As an exercise in military strategy, this order was crude at best. Who knew whether conditions in Washington and Cairo and the Gulf of Mexico would all favor an advance on any given day a few weeks hence? Yet as an assertion of presidential authority over the military, it was both blunt and extraordinary. Once the secret order was issued to all the president’s top commanders, no one fighting for the Union could doubt Lincoln’s intention to direct the conduct of the war personally.

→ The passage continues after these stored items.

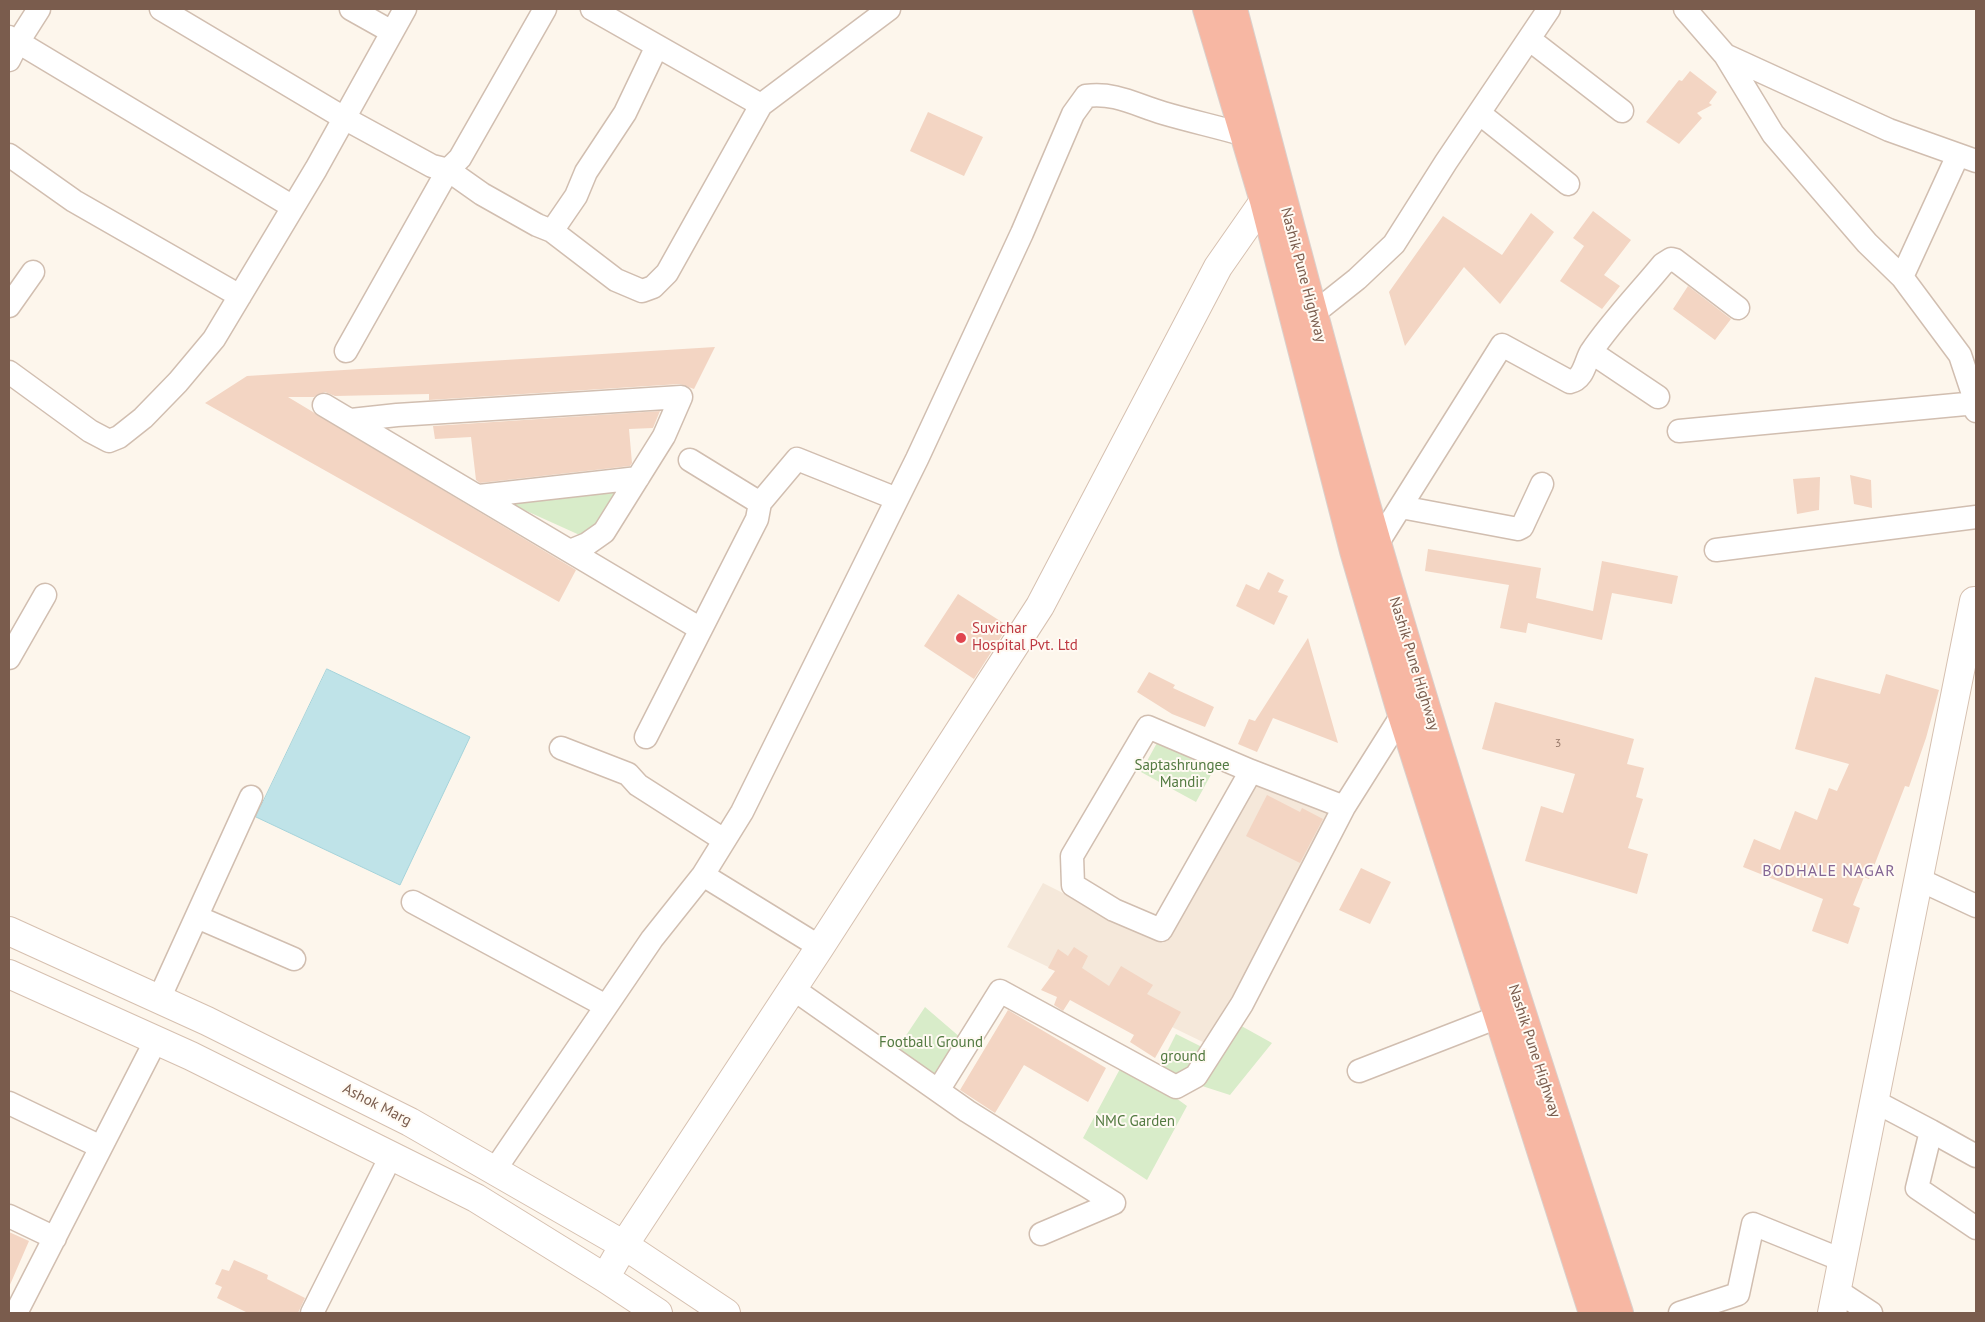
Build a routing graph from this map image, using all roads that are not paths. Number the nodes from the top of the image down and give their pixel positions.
1 (38, 9) edge
2 (161, 9) edge
3 (352, 9) edge
4 (404, 9) edge
5 (545, 9) edge
6 (592, 9) edge
7 (889, 9) edge
8 (1207, 9) edge
9 (1232, 9) edge
10 (1549, 9) edge
11 (1685, 9) edge
12 (392, 32) junction
13 (1528, 39) junction
14 (12, 46) edge
15 (656, 46) junction
16 (1725, 55) junction
17 (761, 105) junction
18 (1622, 111) dead end
19 (1479, 112) junction
20 (344, 118) junction
21 (1255, 132) junction
22 (9, 155) edge
23 (1967, 158) edge
24 (448, 170) junction
25 (1568, 184) dead end
26 (1264, 201) junction
27 (293, 207) junction
28 (552, 231) junction
29 (33, 272) dead end
30 (1902, 277) junction
31 (240, 296) junction
32 (9, 306) edge
33 (1738, 308) dead end
34 (1313, 314) junction
35 (346, 351) dead end
36 (1591, 352) junction
37 (9, 372) edge
38 (1974, 391) edge
39 (1658, 397) dead end
40 (324, 405) dead end
41 (1976, 411) edge
42 (350, 420) junction
43 (1679, 431) dead end
44 (690, 460) dead end
45 (638, 478) junction
46 (1542, 484) dead end
47 (479, 496) junction
48 (897, 499) junction
49 (760, 503) junction
50 (1401, 507) junction
51 (1976, 517) edge
52 (1377, 544) junction
53 (1716, 550) dead end
54 (570, 551) junction
55 (45, 595) dead end
56 (1976, 597) edge
57 (699, 628) junction
58 (9, 658) edge
59 (1402, 715) junction
60 (646, 737) dead end
61 (561, 748) dead end
62 (1251, 771) junction
63 (251, 797) dead end
64 (1344, 807) junction
65 (724, 840) junction
66 (703, 874) junction
67 (1918, 879) junction
68 (413, 902) dead end
69 (1976, 906) edge
70 (197, 917) junction
71 (9, 931) edge
72 (820, 947) junction
73 (294, 959) dead end
74 (9, 974) edge
75 (792, 988) junction
76 (159, 999) junction
77 (606, 1006) junction
78 (1498, 1017) junction
79 (156, 1040) junction
80 (1359, 1071) dead end
81 (939, 1089) junction
82 (1874, 1101) junction
83 (9, 1103) edge
84 (1931, 1131) junction
85 (101, 1147) junction
86 (391, 1156) junction
87 (1976, 1156) edge
88 (494, 1171) junction
89 (9, 1216) edge
90 (1976, 1228) edge
91 (1041, 1234) dead end
92 (55, 1238) junction
93 (624, 1245) junction
94 (1842, 1260) junction
95 (605, 1278) junction
96 (1834, 1302) edge
97 (16, 1313) edge
98 (312, 1313) edge
99 (658, 1313) edge
100 (726, 1313) edge
101 (1593, 1313) edge
102 (1619, 1313) edge
103 (1680, 1313) edge
104 (1872, 1313) edge

1 - 14 street
2 - 20 street
3 - 12 street
4 - 12 street
5 - 24 street
6 - 15 street
7 - 17 street
8 - 21 highway, Nashik Pune Highway
9 - 21 highway, Nashik Pune Highway
10 - 13 street
11 - 16 street
12 - 20 street
13 - 18 street
13 - 19 street
14 - 27 street
15 - 17 street
15 - 28 street
16 - 23 street
16 - 30 street
17 - 28 street
19 - 25 street
19 - 34 street
20 - 24 street
20 - 27 street
21 - 26 highway, Nashik Pune Highway
21 - 34 highway, Nashik Pune Highway
21 - 48 street
22 - 31 street
23 - 30 street
24 - 28 street
24 - 35 street
26 - 59 highway, Nashik Pune Highway
26 - 72 street
27 - 31 street
29 - 32 street
30 - 38 street
31 - 37 street
33 - 36 street
34 - 52 highway, Nashik Pune Highway
36 - 39 street
36 - 50 street
38 - 41 street
38 - 43 street
40 - 42 street
42 - 45 street
42 - 47 street
44 - 49 street
45 - 47 street
45 - 54 street
46 - 50 street
47 - 54 street
48 - 49 street
48 - 65 street
49 - 57 street
50 - 52 street
51 - 53 street
52 - 102 highway, Nashik Pune Highway
54 - 57 street
55 - 58 street
56 - 67 street
57 - 60 street
59 - 64 street
59 - 78 highway, Nashik Pune Highway
61 - 65 street
62 - 62 street
62 - 64 street
63 - 70 street
64 - 81 street
65 - 66 street
66 - 72 street
66 - 77 street
67 - 69 street
67 - 82 street
68 - 77 street
70 - 73 street
70 - 76 street
71 - 76 street, Ashok Marg
72 - 75 street
74 - 79 street
75 - 81 street
75 - 93 street
76 - 88 street, Ashok Marg
77 - 88 street
78 - 80 street
78 - 101 highway, Nashik Pune Highway
79 - 85 street
79 - 86 street
81 - 91 street
82 - 84 street
82 - 94 street
83 - 85 street
84 - 87 street
84 - 90 street
85 - 92 street
86 - 95 street
86 - 98 street
88 - 93 street, Ashok Marg
89 - 92 street
92 - 97 street
93 - 95 street
93 - 100 street, Ashok Marg
94 - 96 street
94 - 103 street
95 - 99 street
96 - 104 street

To one enterprising young general itching to strike a blow, Ulysses Grant, Lincoln’s order was precisely what he was looking for. Grant immediately renewed his request for permission to assault the river forts in Tennessee, though he had no intention of waiting for Washington’s Birthday.

 

3

FEBRUARY

In his inaugural address, Abraham Lincoln made a statement that would only later become controversial: “One section of our country believes slavery is
right
and ought to be extended, while the other believes it is
wrong
and ought not to be extended. This is the only substantial dispute.” The fact that slavery was the crux and cause of the war did not mean, however, that Northerners were ready to fight and die to end slavery. In early 1862, Lincoln believed that most people in the North cared “comparatively little about the Negro, and [were] anxious only for military successes.” As he reminded a visiting abolitionist toward the end of January: “We didn’t go into the war to put down slavery. To act differently at this moment would, I have no doubt, not only weaken our cause but smack of bad faith.… The first thing you’d see would be a mutiny in the army.”